長い問題ですが、頑張って解いてみてください。
以下の画像が見えにくい場合は東進の過去問データベースなどで
『関西大学2022年度全学部日程2月1日の日本史の大問3を参照してください。

どうですか?解き終わりましたか?

それでは解説にまいりましょう。

【解説】関西大学名物「史料問題」を徹底攻略!

大問3は、関西大学名物ともいえる「史料問題」です。
教科書や資料集に記載されているものから、まったく初見のものなど、素材はさまざまですが、「いつの時代の、どんな内容が記されているのか」を、史料文中のキーワードをもとにしてざっくりと把握できればよいと思います。

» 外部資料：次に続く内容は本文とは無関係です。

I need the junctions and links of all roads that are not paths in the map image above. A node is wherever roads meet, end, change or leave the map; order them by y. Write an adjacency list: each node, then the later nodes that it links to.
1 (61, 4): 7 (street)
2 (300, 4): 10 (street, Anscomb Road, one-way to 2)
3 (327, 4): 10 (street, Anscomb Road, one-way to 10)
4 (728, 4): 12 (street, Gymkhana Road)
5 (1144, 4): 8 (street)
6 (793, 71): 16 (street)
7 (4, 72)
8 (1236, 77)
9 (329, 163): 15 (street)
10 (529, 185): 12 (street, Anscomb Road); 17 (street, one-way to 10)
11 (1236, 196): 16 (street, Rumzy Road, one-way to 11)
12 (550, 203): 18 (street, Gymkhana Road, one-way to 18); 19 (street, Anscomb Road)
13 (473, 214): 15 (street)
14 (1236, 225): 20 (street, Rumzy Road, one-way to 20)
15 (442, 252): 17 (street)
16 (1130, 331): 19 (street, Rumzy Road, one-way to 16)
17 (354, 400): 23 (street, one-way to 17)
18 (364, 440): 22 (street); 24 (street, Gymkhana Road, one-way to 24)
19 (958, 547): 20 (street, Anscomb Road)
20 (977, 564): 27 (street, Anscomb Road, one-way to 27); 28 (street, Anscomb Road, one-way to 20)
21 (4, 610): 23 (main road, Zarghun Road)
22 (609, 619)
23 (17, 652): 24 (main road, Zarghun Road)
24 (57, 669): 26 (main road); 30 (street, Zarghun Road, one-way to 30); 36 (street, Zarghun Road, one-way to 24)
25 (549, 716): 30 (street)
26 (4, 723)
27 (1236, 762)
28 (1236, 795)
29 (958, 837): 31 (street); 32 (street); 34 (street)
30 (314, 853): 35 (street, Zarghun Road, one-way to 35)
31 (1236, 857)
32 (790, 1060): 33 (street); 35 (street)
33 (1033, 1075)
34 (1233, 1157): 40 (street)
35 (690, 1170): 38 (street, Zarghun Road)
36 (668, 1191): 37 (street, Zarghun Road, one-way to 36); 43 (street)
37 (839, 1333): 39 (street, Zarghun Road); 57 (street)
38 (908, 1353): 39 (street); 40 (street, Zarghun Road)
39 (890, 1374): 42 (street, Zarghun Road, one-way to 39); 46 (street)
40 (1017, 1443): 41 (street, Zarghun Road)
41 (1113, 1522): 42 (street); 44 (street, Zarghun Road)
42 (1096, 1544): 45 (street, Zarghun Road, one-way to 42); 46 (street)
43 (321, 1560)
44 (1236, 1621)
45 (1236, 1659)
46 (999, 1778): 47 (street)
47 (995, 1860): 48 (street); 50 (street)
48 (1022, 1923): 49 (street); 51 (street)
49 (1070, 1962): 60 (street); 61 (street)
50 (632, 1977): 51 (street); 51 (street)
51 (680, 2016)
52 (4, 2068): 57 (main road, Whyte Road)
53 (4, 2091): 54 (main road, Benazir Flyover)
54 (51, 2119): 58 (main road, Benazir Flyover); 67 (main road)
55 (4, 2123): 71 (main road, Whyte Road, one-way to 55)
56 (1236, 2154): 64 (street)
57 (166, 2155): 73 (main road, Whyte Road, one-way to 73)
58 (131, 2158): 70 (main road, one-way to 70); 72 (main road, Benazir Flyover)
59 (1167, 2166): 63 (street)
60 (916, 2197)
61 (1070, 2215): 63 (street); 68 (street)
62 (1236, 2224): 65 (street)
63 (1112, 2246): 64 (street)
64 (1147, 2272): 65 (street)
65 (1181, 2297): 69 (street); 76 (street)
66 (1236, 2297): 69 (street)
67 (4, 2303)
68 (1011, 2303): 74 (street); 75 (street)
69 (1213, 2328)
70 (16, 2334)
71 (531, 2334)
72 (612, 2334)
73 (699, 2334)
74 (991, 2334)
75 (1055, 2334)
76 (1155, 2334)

内容自体はすぐにつかまえることができても、その意味をもとにして問題を解くという点では、なかなか難しいです。
実際に問題を確認しながら、その方法を伝授することにしましょう。


(A)「地租改正」の史料

この史料は、「地租改正」という用語が史料中にひんぱんに出てきますね。ということは、「明治時代の地租改正についての史料なんだな」というくらいの把握で十分ですね。

問1
「地券」の発行に伴って田畑永代売買の禁止令も解除されたが、この禁止令が出された時の将軍は誰か、という問題ですね。江戸時代以来の税の取り方を大きく変えたのが地租改正なのですから、当然、江戸時代に出された田畑に関する2つの法令の比較もしておく必要がありますね。

≪江戸時代の土地法令≫

  • 田畑勝手作りの禁止令(1643年・徳川家光)→1871年に廃止
  • 田畑永代売買の禁止令(1643年・徳川家光)→地券の交付で廃止(1873年)

正解は(ア)徳川家光となります。徳川家光の時代に出された土地に関する法令は、明治時代の地租改正前後で廃止になったということですね。


問2
これはなかなか判断が難しいですね。史料中にも国税総額に関する情報はありません。正解は(ウ)約85%なんですが、これは正解できなくても合否には影響しませんね。ただ、念のために以下にまとめておきましょうか。

≪国税総額に占める地租の割合≫

  • 約85%(1875年)
  • 約65%(1882年:松方正義によるデフレ政策開始のころ)

問3
空欄②の前後の部分では、「以後仮令豊熟ノ年ト雖モ( ② )税申シ付ケサルハ勿論」とあります。
「以後、たとえ豊作の年であったとしても( ② )税は申し受けないことはもちろん」というざっくりした意味ですが、地租改正の基本として、「地租は地価の3%を現金で納める」というのが決まりでした。豊作の年であったとしても税を増やすことはしないということになりますから、②には「増」が入ります。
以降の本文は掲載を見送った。